Work item: Please restate the records below word for word, leaving out every picture.

Saved data entries
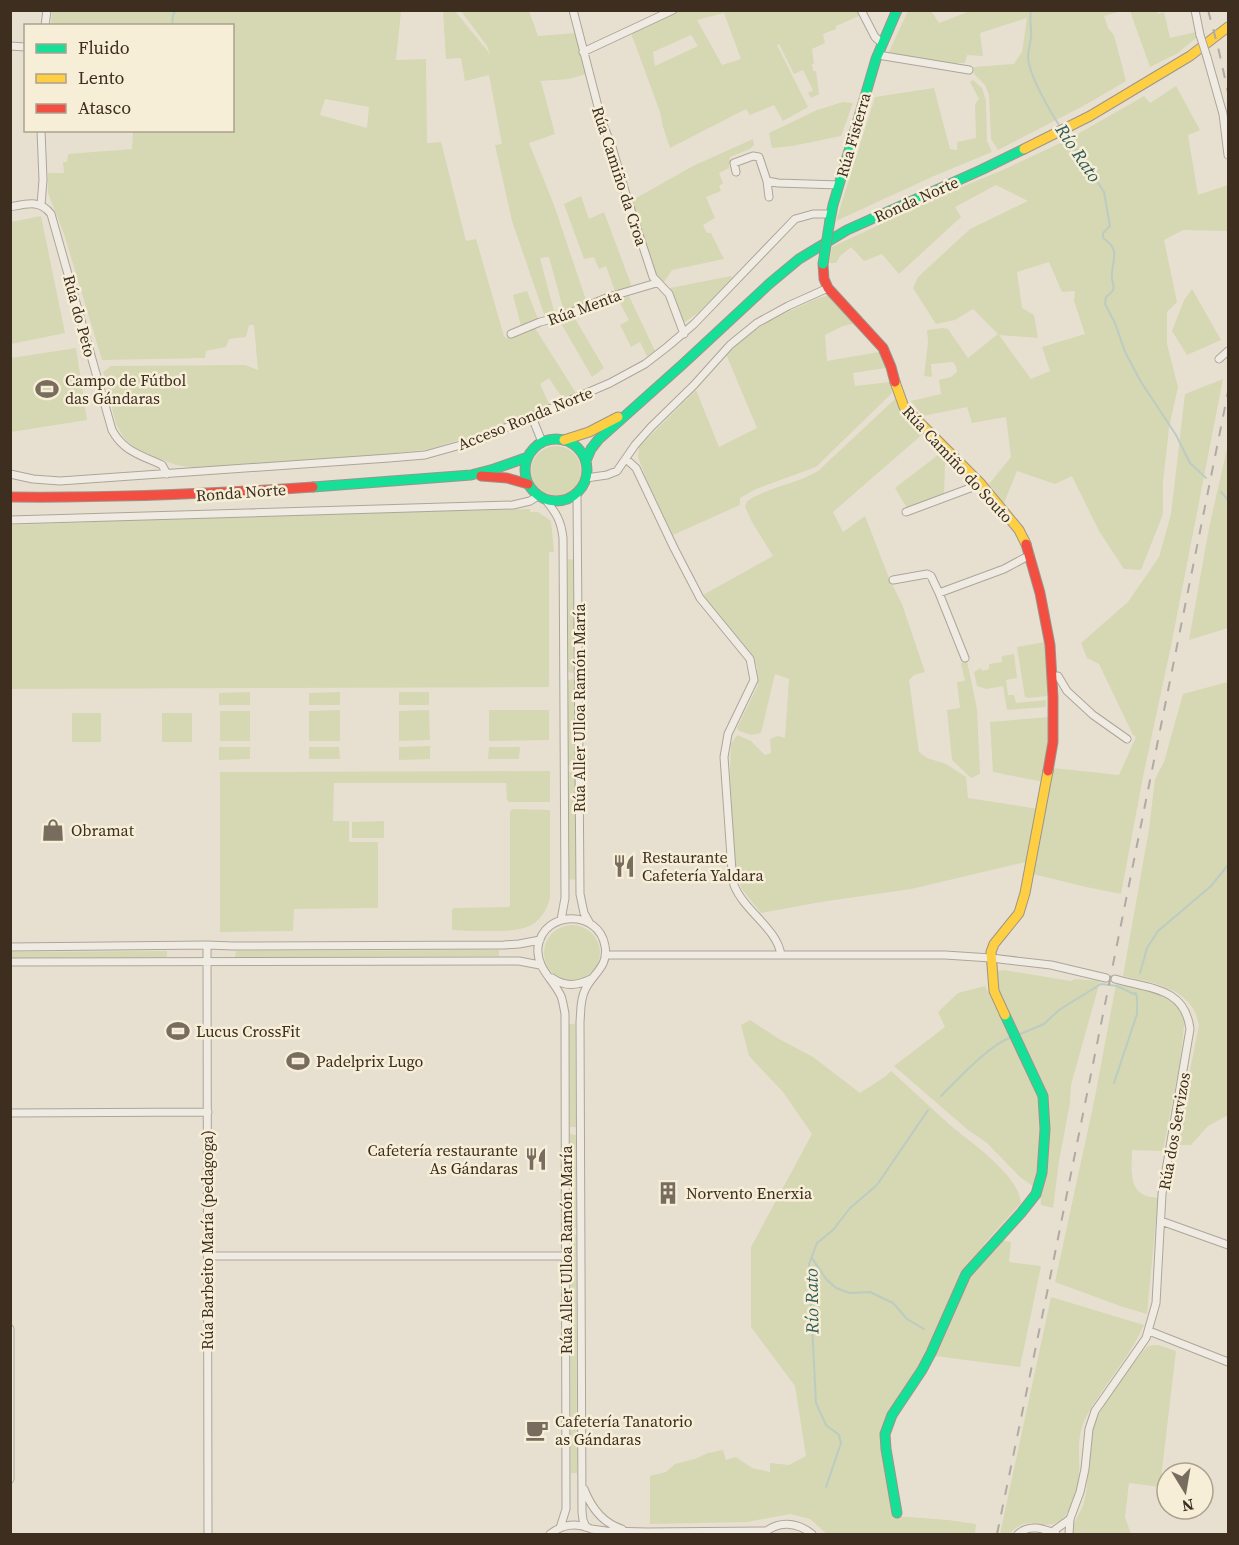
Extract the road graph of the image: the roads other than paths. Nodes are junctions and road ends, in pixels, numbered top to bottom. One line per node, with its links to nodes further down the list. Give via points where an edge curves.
1 (573, 10): 8 (street, Rúa Camiño da Croa)
2 (672, 10): 8 (street)
3 (861, 10): 7 (street)
4 (897, 10): 7 (main road, Rúa Fisterra)
5 (1195, 10): 12 (street, bridge, via 1223,114)
6 (1228, 27): 26 (main road, Ronda Norte, via 1190,56 1090,116 847,230 799,259)
7 (883, 44): 9 (main road, Rúa Fisterra)
8 (583, 52): 20 (street, Rúa Camiño da Croa, via 602,122)
9 (878, 55): 10 (street); 15 (main road, Rúa Fisterra)
10 (969, 70)
11 (41, 132): 17 (street)
12 (1228, 154)
13 (736, 172): 14 (street, via 734,163 759,157)
14 (767, 181): 15 (street); 16 (street)
15 (839, 185): 19 (main road, Rúa Fisterra)
16 (769, 197)
17 (41, 205): 18 (street); 34 (street, Rúa do Peto, via 47,208 56,227 112,430 128,450 162,465)
18 (10, 207)
19 (830, 217): 21 (main road, Rúa Fisterra, bridge, via 823,264); 23 (street, Acceso Ronda Norte, via 813,214 795,219)
20 (657, 282): 22 (street, Rúa Menta); 23 (street, Rúa Camiño da Croa, via 669,294)
21 (828, 288): 31 (street, via 788,306 730,345 651,427); 38 (main road, Rúa Camiño do Souto, via 883,348 904,407)
22 (511, 334)
23 (684, 334): 27 (street, Acceso Ronda Norte, via 645,364)
24 (1228, 351): 25 (street)
25 (1219, 359)
26 (630, 411): 28 (main road, Ronda Norte); 32 (main road, Ronda Norte, via 598,440)
27 (532, 417): 29 (street); 34 (street, Acceso Ronda Norte, via 475,441 425,455)
28 (564, 440): 29 (main road, Ronda Norte); 32 (main road, via 574,445)
29 (542, 442): 30 (main road, Ronda Norte)
30 (528, 457): 35 (main road, Ronda Norte); 37 (main road)
31 (626, 459): 36 (street, via 617,471); 56 (street, via 636,468 700,598 750,659 754,680 728,734 724,757 732,871 743,900 779,944)
32 (586, 461): 36 (main road)
33 (10, 474): 34 (street, Acceso Ronda Norte, via 60,481)
34 (167, 474)
35 (471, 475): 37 (main road, Ronda Norte); 40 (main road, Ronda Norte, via 193,495)
36 (586, 478): 39 (main road)
37 (528, 484): 41 (main road)
38 (981, 484): 42 (street); 44 (main road, Rúa Camiño do Souto, via 1018,530)
39 (577, 493): 41 (main road, via 562,501); 51 (street, Rúa Aller Ulloa Ramón María, via 580,894)
40 (10, 497)
41 (542, 497): 43 (street, via 513,505); 50 (street, Rúa Aller Ulloa Ramón María, via 561,522 562,538 565,890)
42 (906, 512)
43 (10, 520)
44 (1030, 555): 46 (street); 48 (main road, Rúa Camiño do Souto)
45 (893, 580): 46 (street, via 927,574)
46 (939, 593): 47 (street)
47 (965, 658)
48 (1053, 676): 49 (street, via 1058,676 1067,691 1093,715); 57 (main road, Rúa Camiño do Souto, via 1053,742 1025,893 1019,914 994,944)
49 (1127, 739)
50 (561, 920): 51 (street); 52 (street, via 544,931)
51 (589, 922): 55 (street, Rúa Aller Ulloa Ramón María, via 603,938)
52 (540, 940): 53 (street, via 519,945); 60 (street)
53 (207, 945): 54 (street); 59 (street, Rúa Barbeito María (pedagoga))
54 (10, 947)
55 (605, 955): 56 (street); 63 (street, Rúa Aller Ulloa Ramón María, via 601,969)
56 (781, 955): 57 (street)
57 (991, 958): 62 (street, via 1051,965); 76 (main road, via 994,991 1043,1096 1042,1173 1036,1194 966,1274 931,1353 892,1414 885,1434)
58 (10, 962): 59 (street)
59 (207, 962): 60 (street, via 519,961); 65 (street, Rúa Barbeito María (pedagoga))
60 (540, 965): 61 (street, Rúa Aller Ulloa Ramón María)
61 (548, 976): 63 (street, via 569,985); 70 (street, Rúa Aller Ulloa Ramón María, via 560,995 565,1014)
62 (1106, 978)
63 (591, 979): 75 (street, Rúa Aller Ulloa Ramón María, via 582,998 580,1022)
64 (1115, 979): 67 (street, Rúa dos Servizos, via 1167,993 1189,1018 1189,1047 1165,1175)
65 (208, 1112): 66 (street); 69 (street, Rúa Barbeito María (pedagoga))
66 (10, 1113)
67 (1161, 1221): 68 (street); 72 (street, Rúa dos Servizos, via 1156,1303)
68 (1228, 1245)
69 (207, 1256): 70 (street); 83 (street, Rúa Barbeito María (pedagoga))
70 (566, 1256): 78 (street, Rúa Aller Ulloa Ramón María, via 566,1509)
71 (10, 1329): 74 (street)
72 (1149, 1331): 73 (street); 77 (street, Rúa dos Servizos, via 1095,1411 1080,1492)
73 (1228, 1362)
74 (10, 1479)
75 (582, 1484): 79 (street, Rúa Aller Ulloa Ramón María, via 582,1512); 80 (street, via 590,1504 602,1518)
76 (897, 1513)
77 (1070, 1519): 82 (street); 88 (street, Rúa dos Servizos)
78 (560, 1528): 79 (street); 84 (street)
79 (589, 1528): 80 (street); 85 (street)
80 (630, 1532): 81 (street)
81 (764, 1533): 86 (street, via 790,1524)
82 (1054, 1533): 87 (street, via 1033,1528)
83 (208, 1534)
84 (550, 1534)
85 (598, 1534)
86 (812, 1534)
87 (1018, 1534)
88 (1069, 1534)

The answer:
Extract the road graph of the image: the roads other than paths. Nodes are junctions and road ends, in pixels, numbered top to bottom. One line per node, with its links to nodes further down the list. Give via points where an edge curves.
1 (573, 10): 8 (street, Rúa Camiño da Croa)
2 (672, 10): 8 (street)
3 (861, 10): 7 (street)
4 (897, 10): 7 (main road, Rúa Fisterra)
5 (1195, 10): 12 (street, bridge, via 1223,114)
6 (1228, 27): 26 (main road, Ronda Norte, via 1190,56 1090,116 847,230 799,259)
7 (883, 44): 9 (main road, Rúa Fisterra)
8 (583, 52): 20 (street, Rúa Camiño da Croa, via 602,122)
9 (878, 55): 10 (street); 15 (main road, Rúa Fisterra)
10 (969, 70)
11 (41, 132): 17 (street)
12 (1228, 154)
13 (736, 172): 14 (street, via 734,163 759,157)
14 (767, 181): 15 (street); 16 (street)
15 (839, 185): 19 (main road, Rúa Fisterra)
16 (769, 197)
17 (41, 205): 18 (street); 34 (street, Rúa do Peto, via 47,208 56,227 112,430 128,450 162,465)
18 (10, 207)
19 (830, 217): 21 (main road, Rúa Fisterra, bridge, via 823,264); 23 (street, Acceso Ronda Norte, via 813,214 795,219)
20 (657, 282): 22 (street, Rúa Menta); 23 (street, Rúa Camiño da Croa, via 669,294)
21 (828, 288): 31 (street, via 788,306 730,345 651,427); 38 (main road, Rúa Camiño do Souto, via 883,348 904,407)
22 (511, 334)
23 (684, 334): 27 (street, Acceso Ronda Norte, via 645,364)
24 (1228, 351): 25 (street)
25 (1219, 359)
26 (630, 411): 28 (main road, Ronda Norte); 32 (main road, Ronda Norte, via 598,440)
27 (532, 417): 29 (street); 34 (street, Acceso Ronda Norte, via 475,441 425,455)
28 (564, 440): 29 (main road, Ronda Norte); 32 (main road, via 574,445)
29 (542, 442): 30 (main road, Ronda Norte)
30 (528, 457): 35 (main road, Ronda Norte); 37 (main road)
31 (626, 459): 36 (street, via 617,471); 56 (street, via 636,468 700,598 750,659 754,680 728,734 724,757 732,871 743,900 779,944)
32 (586, 461): 36 (main road)
33 (10, 474): 34 (street, Acceso Ronda Norte, via 60,481)
34 (167, 474)
35 (471, 475): 37 (main road, Ronda Norte); 40 (main road, Ronda Norte, via 193,495)
36 (586, 478): 39 (main road)
37 (528, 484): 41 (main road)
38 (981, 484): 42 (street); 44 (main road, Rúa Camiño do Souto, via 1018,530)
39 (577, 493): 41 (main road, via 562,501); 51 (street, Rúa Aller Ulloa Ramón María, via 580,894)
40 (10, 497)
41 (542, 497): 43 (street, via 513,505); 50 (street, Rúa Aller Ulloa Ramón María, via 561,522 562,538 565,890)
42 (906, 512)
43 (10, 520)
44 (1030, 555): 46 (street); 48 (main road, Rúa Camiño do Souto)
45 (893, 580): 46 (street, via 927,574)
46 (939, 593): 47 (street)
47 (965, 658)
48 (1053, 676): 49 (street, via 1058,676 1067,691 1093,715); 57 (main road, Rúa Camiño do Souto, via 1053,742 1025,893 1019,914 994,944)
49 (1127, 739)
50 (561, 920): 51 (street); 52 (street, via 544,931)
51 (589, 922): 55 (street, Rúa Aller Ulloa Ramón María, via 603,938)
52 (540, 940): 53 (street, via 519,945); 60 (street)
53 (207, 945): 54 (street); 59 (street, Rúa Barbeito María (pedagoga))
54 (10, 947)
55 (605, 955): 56 (street); 63 (street, Rúa Aller Ulloa Ramón María, via 601,969)
56 (781, 955): 57 (street)
57 (991, 958): 62 (street, via 1051,965); 76 (main road, via 994,991 1043,1096 1042,1173 1036,1194 966,1274 931,1353 892,1414 885,1434)
58 (10, 962): 59 (street)
59 (207, 962): 60 (street, via 519,961); 65 (street, Rúa Barbeito María (pedagoga))
60 (540, 965): 61 (street, Rúa Aller Ulloa Ramón María)
61 (548, 976): 63 (street, via 569,985); 70 (street, Rúa Aller Ulloa Ramón María, via 560,995 565,1014)
62 (1106, 978)
63 (591, 979): 75 (street, Rúa Aller Ulloa Ramón María, via 582,998 580,1022)
64 (1115, 979): 67 (street, Rúa dos Servizos, via 1167,993 1189,1018 1189,1047 1165,1175)
65 (208, 1112): 66 (street); 69 (street, Rúa Barbeito María (pedagoga))
66 (10, 1113)
67 (1161, 1221): 68 (street); 72 (street, Rúa dos Servizos, via 1156,1303)
68 (1228, 1245)
69 (207, 1256): 70 (street); 83 (street, Rúa Barbeito María (pedagoga))
70 (566, 1256): 78 (street, Rúa Aller Ulloa Ramón María, via 566,1509)
71 (10, 1329): 74 (street)
72 (1149, 1331): 73 (street); 77 (street, Rúa dos Servizos, via 1095,1411 1080,1492)
73 (1228, 1362)
74 (10, 1479)
75 (582, 1484): 79 (street, Rúa Aller Ulloa Ramón María, via 582,1512); 80 (street, via 590,1504 602,1518)
76 (897, 1513)
77 (1070, 1519): 82 (street); 88 (street, Rúa dos Servizos)
78 (560, 1528): 79 (street); 84 (street)
79 (589, 1528): 80 (street); 85 (street)
80 (630, 1532): 81 (street)
81 (764, 1533): 86 (street, via 790,1524)
82 (1054, 1533): 87 (street, via 1033,1528)
83 (208, 1534)
84 (550, 1534)
85 (598, 1534)
86 (812, 1534)
87 (1018, 1534)
88 (1069, 1534)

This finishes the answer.